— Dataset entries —
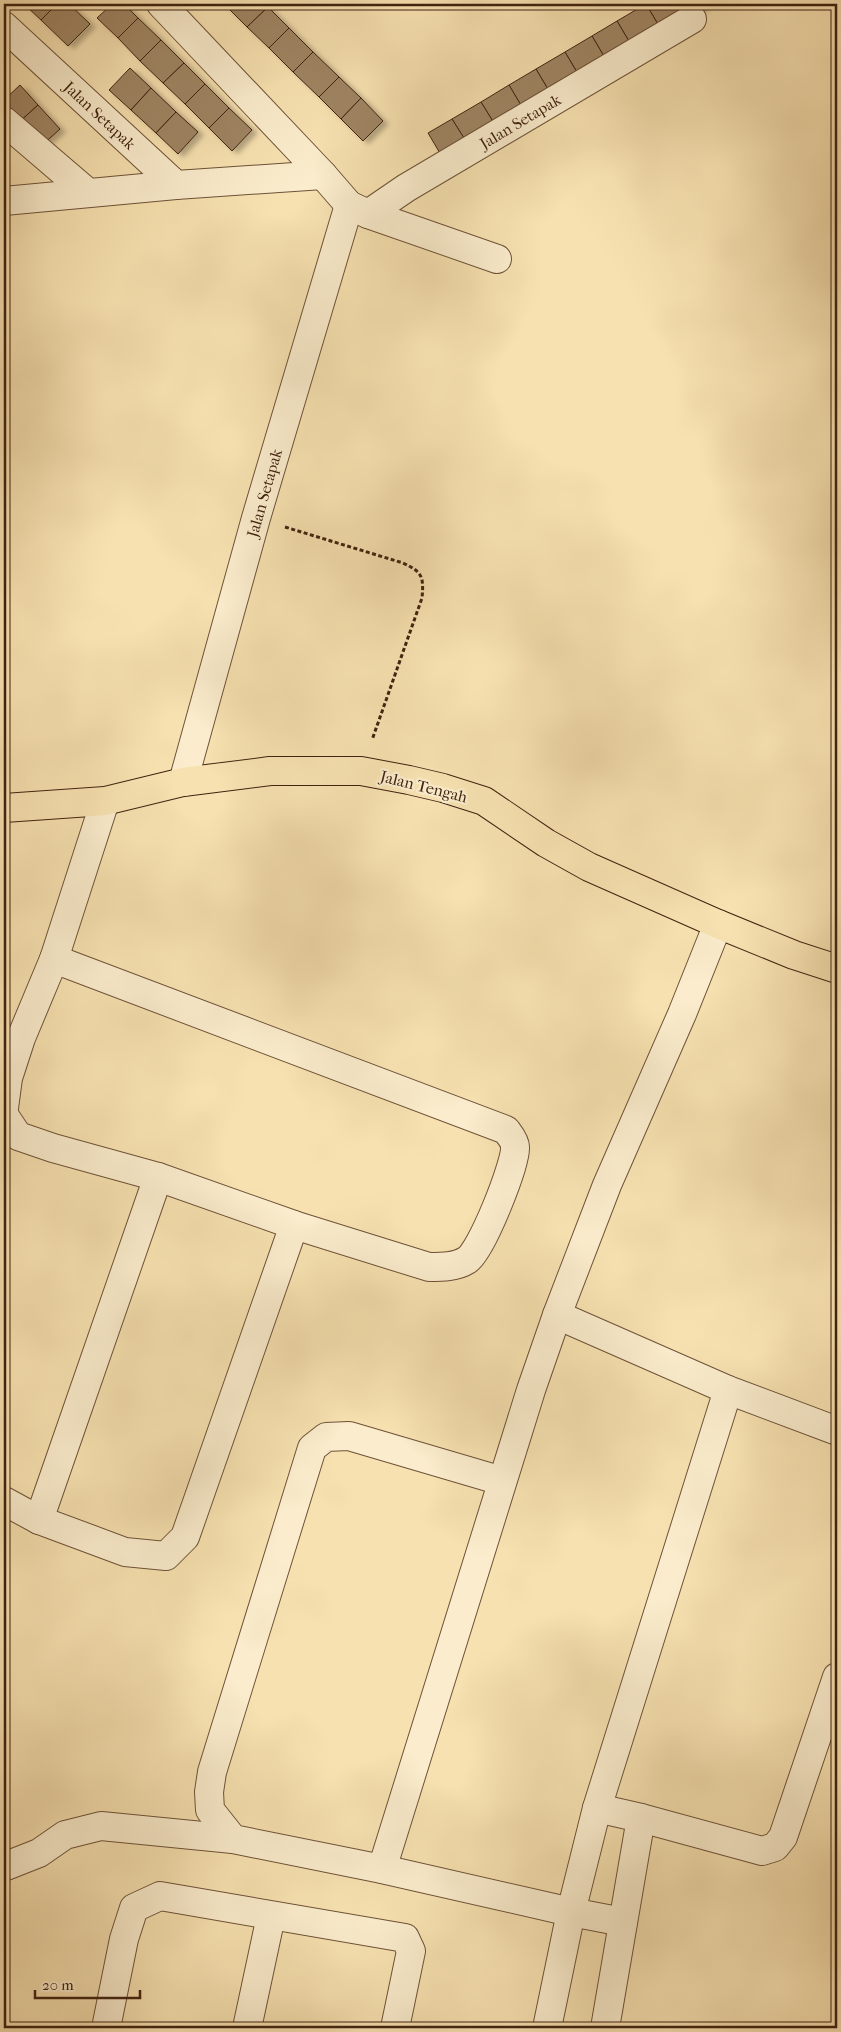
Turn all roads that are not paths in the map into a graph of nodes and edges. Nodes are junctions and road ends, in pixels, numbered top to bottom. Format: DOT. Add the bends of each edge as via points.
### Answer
graph roads {
  1 [pos="161,4"];
  2 [pos="692,19"];
  3 [pos="4,26"];
  4 [pos="4,121"];
  5 [pos="323,175"];
  6 [pos="176,185"];
  7 [pos="87,192"];
  8 [pos="4,201"];
  9 [pos="359,210"];
  10 [pos="497,259"];
  11 [pos="184,782"];
  12 [pos="105,801"];
  13 [pos="4,808"];
  14 [pos="718,924"];
  15 [pos="54,959"];
  16 [pos="837,969"];
  17 [pos="4,1108"];
  18 [pos="4,1115"];
  19 [pos="158,1178"];
  20 [pos="294,1225"];
  21 [pos="557,1314"];
  22 [pos="728,1390"];
  23 [pos="837,1431"];
  24 [pos="502,1481"];
  25 [pos="4,1501"];
  26 [pos="39,1520"];
  27 [pos="837,1677"];
  28 [pos="597,1808"];
  29 [pos="641,1818"];
  30 [pos="233,1839"];
  31 [pos="4,1865"];
  32 [pos="382,1869"];
  33 [pos="571,1912"];
  34 [pos="271,1916"];
  35 [pos="622,1922"];
  36 [pos="106,2028"];
  37 [pos="247,2028"];
  38 [pos="395,2028"];
  39 [pos="547,2028"];
  40 [pos="605,2028"];
  1 -- 5 [label="street"];
  2 -- 9 [label="street, Jalan Setapak" via="406,188"];
  3 -- 6 [label="street, Jalan Setapak"];
  4 -- 7 [label="street"];
  5 -- 6 [label="street"];
  5 -- 9 [label="street"];
  6 -- 7 [label="street"];
  7 -- 8 [label="street"];
  9 -- 10 [label="street"];
  9 -- 11 [label="street, Jalan Setapak" via="256,518"];
  11 -- 12 [label="main road, Jalan Tengah"];
  11 -- 14 [label="main road, Jalan Tengah" via="270,771 361,771 443,788 484,801 546,843 589,867"];
  12 -- 13 [label="main road, Jalan Tengah"];
  12 -- 15 [label="street"];
  14 -- 16 [label="main road, Jalan Tengah"];
  14 -- 21 [label="street" via="607,1185"];
  15 -- 17 [label="street" via="21,1038 8,1078"];
  15 -- 20 [label="street" via="506,1130 515,1145 512,1168 480,1242 468,1260 450,1266 429,1267"];
  18 -- 19 [label="street" via="18,1136"];
  19 -- 20 [label="street"];
  19 -- 26 [label="street"];
  20 -- 26 [label="street" via="186,1537 166,1556 133,1553"];
  21 -- 22 [label="street"];
  21 -- 24 [label="street"];
  22 -- 23 [label="street"];
  22 -- 28 [label="street"];
  24 -- 30 [label="street" via="349,1436 326,1437 312,1448 212,1772 210,1810"];
  24 -- 32 [label="street"];
  25 -- 26 [label="street"];
  27 -- 29 [label="street" via="783,1837 774,1847 762,1851"];
  28 -- 29 [label="street"];
  28 -- 33 [label="street"];
  29 -- 35 [label="street"];
  30 -- 31 [label="street" via="101,1826 65,1835 39,1853"];
  30 -- 32 [label="street"];
  32 -- 33 [label="street"];
  33 -- 35 [label="street"];
  33 -- 39 [label="street"];
  34 -- 36 [label="street" via="160,1896 134,1908"];
  34 -- 37 [label="street"];
  34 -- 38 [label="street" via="405,1938 411,1951"];
  35 -- 40 [label="street"];
}
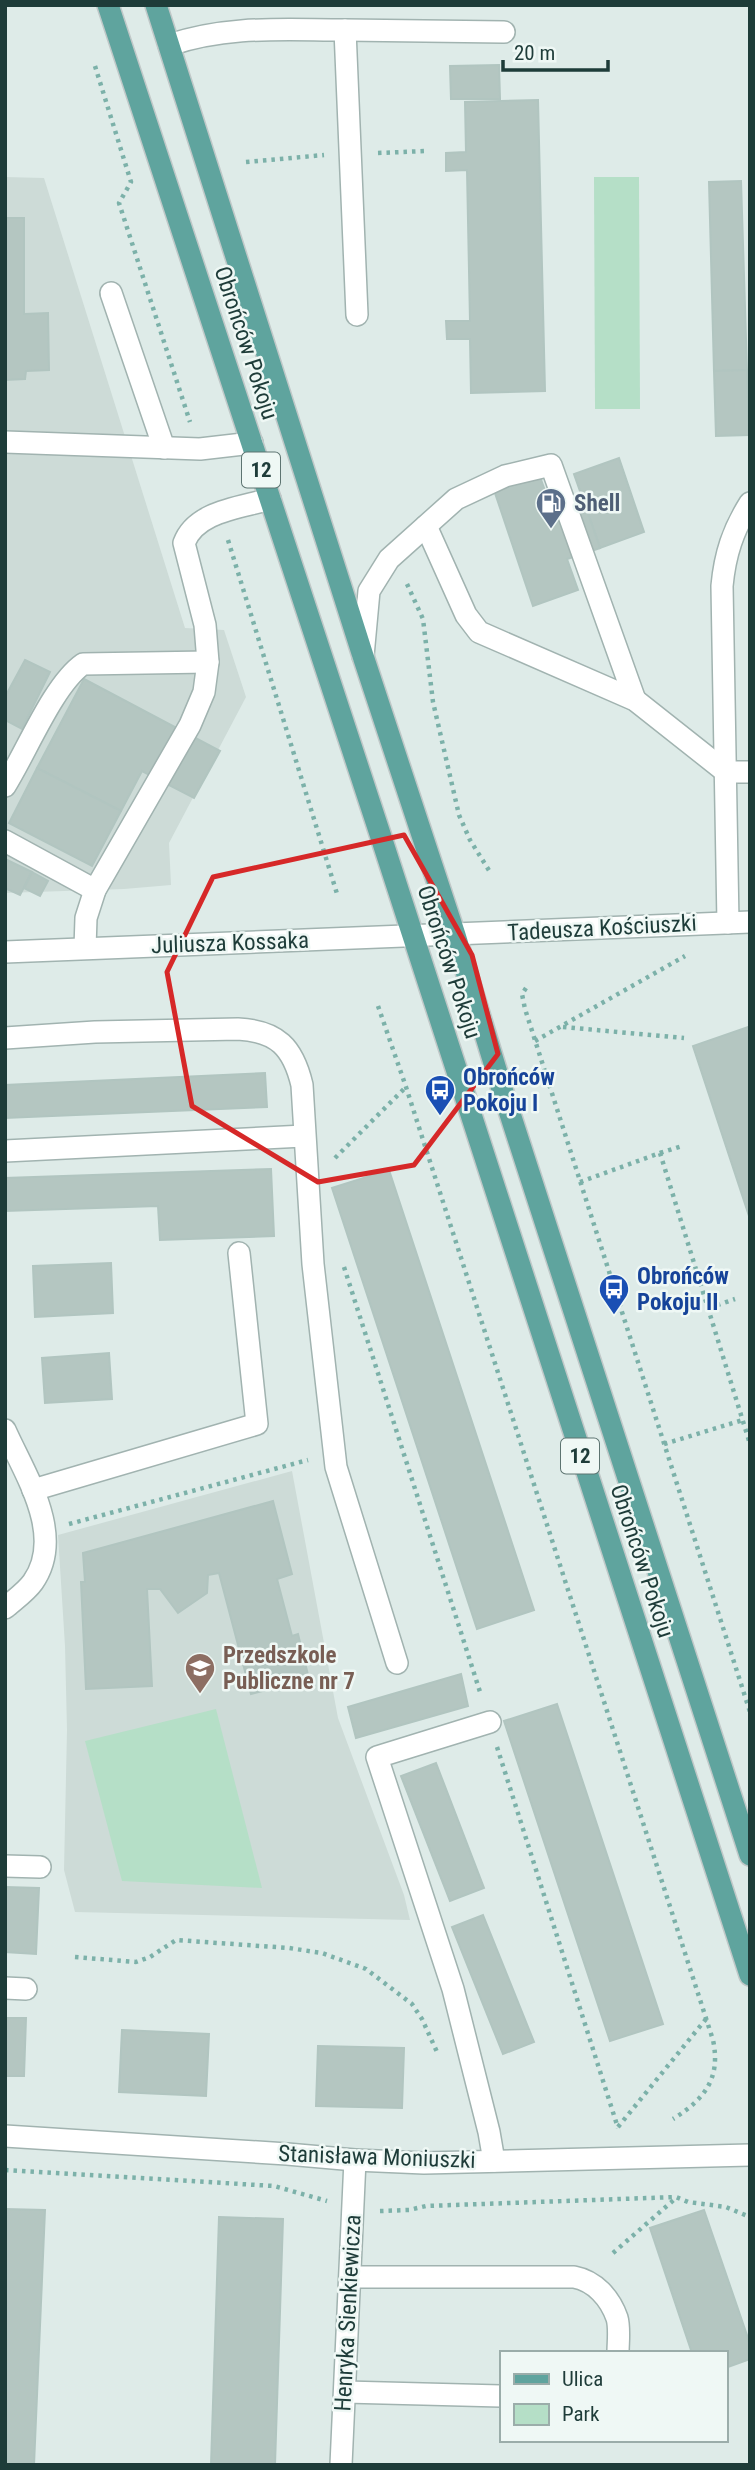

— DIRECTIONS —
Every line above must be printed again exactly, pictures excluded.

— ANSWER BELOW —
Turn all roads that are not paths in the map into a graph of nodes and edges. Nodes are junctions and road ends, in pixels, numbered top to bottom. Format: DOT. Add the bends of each edge as via points.
### Answer
graph roads {
  1 [pos="161,4"];
  2 [pos="692,19"];
  3 [pos="4,26"];
  4 [pos="4,121"];
  5 [pos="323,175"];
  6 [pos="176,185"];
  7 [pos="87,192"];
  8 [pos="4,201"];
  9 [pos="359,210"];
  10 [pos="497,259"];
  11 [pos="184,782"];
  12 [pos="105,801"];
  13 [pos="4,808"];
  14 [pos="718,924"];
  15 [pos="54,959"];
  16 [pos="837,969"];
  17 [pos="4,1108"];
  18 [pos="4,1115"];
  19 [pos="158,1178"];
  20 [pos="294,1225"];
  21 [pos="557,1314"];
  22 [pos="728,1390"];
  23 [pos="837,1431"];
  24 [pos="502,1481"];
  25 [pos="4,1501"];
  26 [pos="39,1520"];
  27 [pos="837,1677"];
  28 [pos="597,1808"];
  29 [pos="641,1818"];
  30 [pos="233,1839"];
  31 [pos="4,1865"];
  32 [pos="382,1869"];
  33 [pos="571,1912"];
  34 [pos="271,1916"];
  35 [pos="622,1922"];
  36 [pos="106,2028"];
  37 [pos="247,2028"];
  38 [pos="395,2028"];
  39 [pos="547,2028"];
  40 [pos="605,2028"];
  1 -- 5 [label="street"];
  2 -- 9 [label="street, Jalan Setapak" via="406,188"];
  3 -- 6 [label="street, Jalan Setapak"];
  4 -- 7 [label="street"];
  5 -- 6 [label="street"];
  5 -- 9 [label="street"];
  6 -- 7 [label="street"];
  7 -- 8 [label="street"];
  9 -- 10 [label="street"];
  9 -- 11 [label="street, Jalan Setapak" via="256,518"];
  11 -- 12 [label="main road, Jalan Tengah"];
  11 -- 14 [label="main road, Jalan Tengah" via="270,771 361,771 443,788 484,801 546,843 589,867"];
  12 -- 13 [label="main road, Jalan Tengah"];
  12 -- 15 [label="street"];
  14 -- 16 [label="main road, Jalan Tengah"];
  14 -- 21 [label="street" via="607,1185"];
  15 -- 17 [label="street" via="21,1038 8,1078"];
  15 -- 20 [label="street" via="506,1130 515,1145 512,1168 480,1242 468,1260 450,1266 429,1267"];
  18 -- 19 [label="street" via="18,1136"];
  19 -- 20 [label="street"];
  19 -- 26 [label="street"];
  20 -- 26 [label="street" via="186,1537 166,1556 133,1553"];
  21 -- 22 [label="street"];
  21 -- 24 [label="street"];
  22 -- 23 [label="street"];
  22 -- 28 [label="street"];
  24 -- 30 [label="street" via="349,1436 326,1437 312,1448 212,1772 210,1810"];
  24 -- 32 [label="street"];
  25 -- 26 [label="street"];
  27 -- 29 [label="street" via="783,1837 774,1847 762,1851"];
  28 -- 29 [label="street"];
  28 -- 33 [label="street"];
  29 -- 35 [label="street"];
  30 -- 31 [label="street" via="101,1826 65,1835 39,1853"];
  30 -- 32 [label="street"];
  32 -- 33 [label="street"];
  33 -- 35 [label="street"];
  33 -- 39 [label="street"];
  34 -- 36 [label="street" via="160,1896 134,1908"];
  34 -- 37 [label="street"];
  34 -- 38 [label="street" via="405,1938 411,1951"];
  35 -- 40 [label="street"];
}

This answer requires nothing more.